[EXERCISE DESCRIPTION]
Restate the data that follows exactly as it stands, beginning with the first line and ending with the line that contains "52C522 69 537".
━━ RECORDS FOR PROCESSING
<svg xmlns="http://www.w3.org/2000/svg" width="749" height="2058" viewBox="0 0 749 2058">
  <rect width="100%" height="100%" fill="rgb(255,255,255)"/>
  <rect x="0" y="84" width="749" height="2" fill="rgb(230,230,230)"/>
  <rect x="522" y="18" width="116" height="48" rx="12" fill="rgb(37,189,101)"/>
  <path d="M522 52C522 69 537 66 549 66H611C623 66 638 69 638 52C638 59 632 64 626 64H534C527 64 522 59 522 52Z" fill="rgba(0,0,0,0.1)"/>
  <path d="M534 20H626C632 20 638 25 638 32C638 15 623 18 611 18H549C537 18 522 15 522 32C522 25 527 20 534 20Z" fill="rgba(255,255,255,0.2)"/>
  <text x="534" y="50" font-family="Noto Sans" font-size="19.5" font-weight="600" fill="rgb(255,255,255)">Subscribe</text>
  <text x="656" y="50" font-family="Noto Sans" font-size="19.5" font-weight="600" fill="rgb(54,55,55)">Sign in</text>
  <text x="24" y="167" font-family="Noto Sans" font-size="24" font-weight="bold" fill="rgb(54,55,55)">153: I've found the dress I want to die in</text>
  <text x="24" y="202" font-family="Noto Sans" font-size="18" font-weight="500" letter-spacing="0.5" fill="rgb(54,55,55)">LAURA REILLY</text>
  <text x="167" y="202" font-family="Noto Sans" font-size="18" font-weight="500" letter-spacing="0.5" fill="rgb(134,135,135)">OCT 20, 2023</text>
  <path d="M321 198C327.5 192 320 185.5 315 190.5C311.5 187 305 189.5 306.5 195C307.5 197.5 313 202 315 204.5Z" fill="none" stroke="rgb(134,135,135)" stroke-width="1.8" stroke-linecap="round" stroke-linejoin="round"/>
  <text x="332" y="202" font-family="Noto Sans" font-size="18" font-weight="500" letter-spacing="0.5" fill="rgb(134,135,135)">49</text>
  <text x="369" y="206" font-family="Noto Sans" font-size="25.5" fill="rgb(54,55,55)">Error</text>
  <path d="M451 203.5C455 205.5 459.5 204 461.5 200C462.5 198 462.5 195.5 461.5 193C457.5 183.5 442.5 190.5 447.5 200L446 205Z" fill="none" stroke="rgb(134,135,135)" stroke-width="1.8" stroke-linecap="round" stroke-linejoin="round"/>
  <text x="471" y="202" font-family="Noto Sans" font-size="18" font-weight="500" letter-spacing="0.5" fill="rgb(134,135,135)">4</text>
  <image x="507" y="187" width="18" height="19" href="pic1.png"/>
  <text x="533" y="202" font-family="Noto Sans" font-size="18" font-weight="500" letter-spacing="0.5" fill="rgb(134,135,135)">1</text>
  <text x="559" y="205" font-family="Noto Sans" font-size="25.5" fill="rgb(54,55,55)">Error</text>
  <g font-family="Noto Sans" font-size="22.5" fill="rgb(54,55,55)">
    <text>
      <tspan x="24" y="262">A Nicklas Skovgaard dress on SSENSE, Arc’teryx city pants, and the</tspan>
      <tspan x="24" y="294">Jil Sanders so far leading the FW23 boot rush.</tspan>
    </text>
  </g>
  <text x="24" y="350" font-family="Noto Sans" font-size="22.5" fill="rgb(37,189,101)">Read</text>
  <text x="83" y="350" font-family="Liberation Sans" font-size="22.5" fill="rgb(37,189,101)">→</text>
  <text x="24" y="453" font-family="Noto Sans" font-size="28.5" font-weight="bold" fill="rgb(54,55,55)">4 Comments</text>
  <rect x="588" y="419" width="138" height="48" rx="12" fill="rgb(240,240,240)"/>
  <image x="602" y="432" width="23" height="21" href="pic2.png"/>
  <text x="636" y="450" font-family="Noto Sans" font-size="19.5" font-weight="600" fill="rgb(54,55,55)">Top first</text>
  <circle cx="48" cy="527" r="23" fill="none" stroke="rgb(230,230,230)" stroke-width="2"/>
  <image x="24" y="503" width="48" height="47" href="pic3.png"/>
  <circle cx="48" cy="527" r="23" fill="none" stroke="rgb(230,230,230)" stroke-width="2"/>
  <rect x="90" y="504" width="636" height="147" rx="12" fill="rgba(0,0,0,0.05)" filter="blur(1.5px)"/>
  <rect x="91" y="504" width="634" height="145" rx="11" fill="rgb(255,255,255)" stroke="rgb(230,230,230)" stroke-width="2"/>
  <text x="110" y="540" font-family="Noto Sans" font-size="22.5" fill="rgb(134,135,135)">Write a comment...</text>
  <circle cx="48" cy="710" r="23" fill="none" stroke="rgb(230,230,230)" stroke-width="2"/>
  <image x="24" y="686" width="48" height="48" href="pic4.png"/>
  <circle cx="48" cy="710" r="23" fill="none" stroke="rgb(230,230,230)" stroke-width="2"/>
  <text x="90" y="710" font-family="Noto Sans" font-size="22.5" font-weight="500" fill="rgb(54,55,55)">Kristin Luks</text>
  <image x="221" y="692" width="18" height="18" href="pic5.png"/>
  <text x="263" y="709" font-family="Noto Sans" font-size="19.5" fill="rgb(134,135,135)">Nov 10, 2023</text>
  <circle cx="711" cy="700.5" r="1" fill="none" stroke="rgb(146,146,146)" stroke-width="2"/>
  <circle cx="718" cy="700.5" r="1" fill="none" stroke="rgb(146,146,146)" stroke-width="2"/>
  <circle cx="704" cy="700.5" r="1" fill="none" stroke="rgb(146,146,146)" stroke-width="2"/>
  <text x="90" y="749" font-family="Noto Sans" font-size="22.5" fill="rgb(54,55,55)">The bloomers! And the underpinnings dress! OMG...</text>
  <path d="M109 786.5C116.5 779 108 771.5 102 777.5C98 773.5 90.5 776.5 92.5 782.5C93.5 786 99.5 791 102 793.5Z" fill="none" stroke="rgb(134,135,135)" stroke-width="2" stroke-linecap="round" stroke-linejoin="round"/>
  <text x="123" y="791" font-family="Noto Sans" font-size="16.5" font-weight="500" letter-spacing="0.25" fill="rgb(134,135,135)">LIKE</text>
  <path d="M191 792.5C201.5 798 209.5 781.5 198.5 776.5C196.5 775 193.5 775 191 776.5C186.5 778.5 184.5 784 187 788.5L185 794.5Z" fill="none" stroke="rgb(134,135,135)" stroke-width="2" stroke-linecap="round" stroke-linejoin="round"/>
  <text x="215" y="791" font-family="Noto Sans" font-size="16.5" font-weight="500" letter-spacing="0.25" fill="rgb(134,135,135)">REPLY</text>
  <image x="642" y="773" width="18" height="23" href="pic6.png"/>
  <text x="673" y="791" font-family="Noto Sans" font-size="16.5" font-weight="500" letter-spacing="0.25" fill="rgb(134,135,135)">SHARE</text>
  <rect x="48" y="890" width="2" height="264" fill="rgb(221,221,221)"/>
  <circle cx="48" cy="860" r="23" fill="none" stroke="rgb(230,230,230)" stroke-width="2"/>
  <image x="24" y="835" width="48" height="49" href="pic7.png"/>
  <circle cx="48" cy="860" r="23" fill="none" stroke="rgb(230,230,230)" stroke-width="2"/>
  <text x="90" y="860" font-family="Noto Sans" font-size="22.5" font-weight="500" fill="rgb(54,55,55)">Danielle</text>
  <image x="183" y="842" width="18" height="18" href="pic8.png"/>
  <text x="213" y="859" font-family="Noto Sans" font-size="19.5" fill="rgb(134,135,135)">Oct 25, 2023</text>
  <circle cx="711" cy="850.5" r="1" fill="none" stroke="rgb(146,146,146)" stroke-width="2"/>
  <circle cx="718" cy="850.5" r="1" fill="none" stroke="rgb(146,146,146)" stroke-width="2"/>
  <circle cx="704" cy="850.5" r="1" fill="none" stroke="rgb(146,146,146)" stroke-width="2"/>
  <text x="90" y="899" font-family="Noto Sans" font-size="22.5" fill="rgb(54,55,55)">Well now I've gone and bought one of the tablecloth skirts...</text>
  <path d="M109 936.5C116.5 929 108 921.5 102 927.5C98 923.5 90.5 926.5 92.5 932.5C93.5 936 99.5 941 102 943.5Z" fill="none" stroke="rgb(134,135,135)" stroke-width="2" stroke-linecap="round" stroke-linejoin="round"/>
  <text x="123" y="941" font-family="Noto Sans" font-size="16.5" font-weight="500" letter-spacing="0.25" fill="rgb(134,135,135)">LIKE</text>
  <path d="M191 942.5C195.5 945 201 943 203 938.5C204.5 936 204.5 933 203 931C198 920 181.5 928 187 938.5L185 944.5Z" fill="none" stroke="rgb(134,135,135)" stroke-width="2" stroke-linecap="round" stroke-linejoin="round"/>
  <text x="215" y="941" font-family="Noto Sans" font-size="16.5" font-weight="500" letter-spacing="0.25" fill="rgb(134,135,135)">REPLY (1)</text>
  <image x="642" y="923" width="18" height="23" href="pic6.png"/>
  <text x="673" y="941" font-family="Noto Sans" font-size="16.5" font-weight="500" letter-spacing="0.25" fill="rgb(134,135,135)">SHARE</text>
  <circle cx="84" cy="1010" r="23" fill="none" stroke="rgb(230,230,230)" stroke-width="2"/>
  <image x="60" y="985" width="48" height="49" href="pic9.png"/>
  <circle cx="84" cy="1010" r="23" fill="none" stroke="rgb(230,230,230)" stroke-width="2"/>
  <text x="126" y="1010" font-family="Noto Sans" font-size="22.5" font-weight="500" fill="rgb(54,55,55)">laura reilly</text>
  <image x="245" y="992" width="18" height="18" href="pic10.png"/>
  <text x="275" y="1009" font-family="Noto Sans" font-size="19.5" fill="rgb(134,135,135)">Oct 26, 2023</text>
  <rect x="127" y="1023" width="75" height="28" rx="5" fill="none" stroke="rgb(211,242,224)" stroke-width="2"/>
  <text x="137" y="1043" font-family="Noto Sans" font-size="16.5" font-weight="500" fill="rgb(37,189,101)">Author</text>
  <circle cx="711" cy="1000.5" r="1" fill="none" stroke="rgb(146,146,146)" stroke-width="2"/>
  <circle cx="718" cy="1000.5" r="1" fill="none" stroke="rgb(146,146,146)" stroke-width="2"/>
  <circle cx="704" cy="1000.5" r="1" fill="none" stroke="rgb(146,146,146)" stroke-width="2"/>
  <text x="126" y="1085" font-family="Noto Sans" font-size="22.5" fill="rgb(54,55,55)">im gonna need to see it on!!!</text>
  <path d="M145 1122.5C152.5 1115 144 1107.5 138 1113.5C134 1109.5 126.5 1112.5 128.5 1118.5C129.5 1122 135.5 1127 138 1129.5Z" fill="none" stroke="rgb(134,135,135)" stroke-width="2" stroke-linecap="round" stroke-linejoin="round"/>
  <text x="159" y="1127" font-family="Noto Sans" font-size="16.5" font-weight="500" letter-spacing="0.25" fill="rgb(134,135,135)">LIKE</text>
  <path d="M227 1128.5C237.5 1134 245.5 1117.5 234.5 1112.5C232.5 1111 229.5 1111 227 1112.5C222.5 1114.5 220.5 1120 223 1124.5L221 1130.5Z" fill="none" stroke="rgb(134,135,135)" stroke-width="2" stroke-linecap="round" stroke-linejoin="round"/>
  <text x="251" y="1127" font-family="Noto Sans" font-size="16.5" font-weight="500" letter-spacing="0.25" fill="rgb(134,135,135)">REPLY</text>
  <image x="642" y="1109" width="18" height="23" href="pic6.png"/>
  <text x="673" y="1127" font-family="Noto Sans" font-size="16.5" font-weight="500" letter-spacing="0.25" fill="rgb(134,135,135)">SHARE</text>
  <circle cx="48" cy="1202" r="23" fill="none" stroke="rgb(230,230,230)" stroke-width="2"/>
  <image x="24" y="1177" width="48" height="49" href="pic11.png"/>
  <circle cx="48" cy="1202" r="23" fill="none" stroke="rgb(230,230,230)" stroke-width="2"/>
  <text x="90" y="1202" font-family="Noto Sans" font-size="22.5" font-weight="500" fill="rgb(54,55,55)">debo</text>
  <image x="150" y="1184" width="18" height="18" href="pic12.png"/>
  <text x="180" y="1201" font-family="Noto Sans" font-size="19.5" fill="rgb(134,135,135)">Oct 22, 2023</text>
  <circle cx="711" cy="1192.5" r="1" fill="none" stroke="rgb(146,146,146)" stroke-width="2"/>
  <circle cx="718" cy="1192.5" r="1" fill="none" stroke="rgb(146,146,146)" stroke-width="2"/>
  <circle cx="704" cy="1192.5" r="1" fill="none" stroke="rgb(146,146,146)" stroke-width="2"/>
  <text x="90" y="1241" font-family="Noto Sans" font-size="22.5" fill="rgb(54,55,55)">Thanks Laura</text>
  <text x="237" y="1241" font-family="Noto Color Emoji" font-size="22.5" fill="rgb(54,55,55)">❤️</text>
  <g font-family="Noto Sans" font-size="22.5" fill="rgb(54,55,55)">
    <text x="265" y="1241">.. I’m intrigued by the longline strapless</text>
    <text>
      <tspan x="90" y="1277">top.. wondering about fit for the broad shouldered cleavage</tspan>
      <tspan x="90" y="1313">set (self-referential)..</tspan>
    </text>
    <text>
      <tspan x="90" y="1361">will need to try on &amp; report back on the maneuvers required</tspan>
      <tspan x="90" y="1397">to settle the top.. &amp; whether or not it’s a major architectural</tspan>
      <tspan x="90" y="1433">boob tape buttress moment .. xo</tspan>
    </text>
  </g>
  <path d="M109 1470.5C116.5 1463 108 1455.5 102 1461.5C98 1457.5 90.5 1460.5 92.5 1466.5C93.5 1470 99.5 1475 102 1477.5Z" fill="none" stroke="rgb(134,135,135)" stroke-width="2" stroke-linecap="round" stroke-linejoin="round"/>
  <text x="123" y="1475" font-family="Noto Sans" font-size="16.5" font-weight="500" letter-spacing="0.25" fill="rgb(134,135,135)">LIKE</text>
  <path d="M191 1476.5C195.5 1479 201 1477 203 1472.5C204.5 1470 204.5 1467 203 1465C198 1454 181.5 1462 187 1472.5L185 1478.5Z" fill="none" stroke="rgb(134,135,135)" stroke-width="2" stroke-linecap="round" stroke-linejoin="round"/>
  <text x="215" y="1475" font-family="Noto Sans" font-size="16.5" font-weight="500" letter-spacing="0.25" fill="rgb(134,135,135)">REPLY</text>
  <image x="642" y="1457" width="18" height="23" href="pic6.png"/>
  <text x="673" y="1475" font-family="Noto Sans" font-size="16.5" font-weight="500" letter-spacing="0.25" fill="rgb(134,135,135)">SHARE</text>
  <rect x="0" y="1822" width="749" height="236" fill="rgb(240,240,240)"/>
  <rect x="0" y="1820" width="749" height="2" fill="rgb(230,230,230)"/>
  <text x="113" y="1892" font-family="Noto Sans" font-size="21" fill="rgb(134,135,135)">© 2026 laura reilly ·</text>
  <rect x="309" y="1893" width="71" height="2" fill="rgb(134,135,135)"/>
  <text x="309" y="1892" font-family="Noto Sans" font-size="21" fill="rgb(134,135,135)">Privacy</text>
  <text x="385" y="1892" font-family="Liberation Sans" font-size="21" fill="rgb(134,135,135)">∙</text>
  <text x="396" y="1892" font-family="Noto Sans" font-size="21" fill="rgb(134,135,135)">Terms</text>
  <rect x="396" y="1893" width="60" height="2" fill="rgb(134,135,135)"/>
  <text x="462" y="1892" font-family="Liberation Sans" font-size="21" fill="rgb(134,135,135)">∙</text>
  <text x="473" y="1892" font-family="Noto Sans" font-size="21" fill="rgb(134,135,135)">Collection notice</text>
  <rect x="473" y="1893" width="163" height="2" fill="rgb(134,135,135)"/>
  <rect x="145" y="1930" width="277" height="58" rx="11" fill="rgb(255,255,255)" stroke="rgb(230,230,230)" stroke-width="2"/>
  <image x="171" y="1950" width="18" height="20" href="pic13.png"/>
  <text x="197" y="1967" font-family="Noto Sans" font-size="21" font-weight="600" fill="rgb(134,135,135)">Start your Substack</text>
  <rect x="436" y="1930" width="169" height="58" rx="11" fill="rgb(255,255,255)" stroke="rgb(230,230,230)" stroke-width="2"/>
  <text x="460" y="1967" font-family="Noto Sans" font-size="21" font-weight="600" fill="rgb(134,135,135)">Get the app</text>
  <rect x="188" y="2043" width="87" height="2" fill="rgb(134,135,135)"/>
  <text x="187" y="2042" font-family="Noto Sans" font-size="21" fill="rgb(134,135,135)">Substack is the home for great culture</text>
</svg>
━━━━
[ANSWER]
<svg xmlns="http://www.w3.org/2000/svg" width="749" height="2058" viewBox="0 0 749 2058">
  <rect width="100%" height="100%" fill="rgb(255,255,255)"/>
  <rect x="0" y="84" width="749" height="2" fill="rgb(230,230,230)"/>
  <rect x="522" y="18" width="116" height="48" rx="12" fill="rgb(37,189,101)"/>
  <path d="M522 52C522 69 537 66 549 66H611C623 66 638 69 638 52C638 59 632 64 626 64H534C527 64 522 59 522 52Z" fill="rgba(0,0,0,0.1)"/>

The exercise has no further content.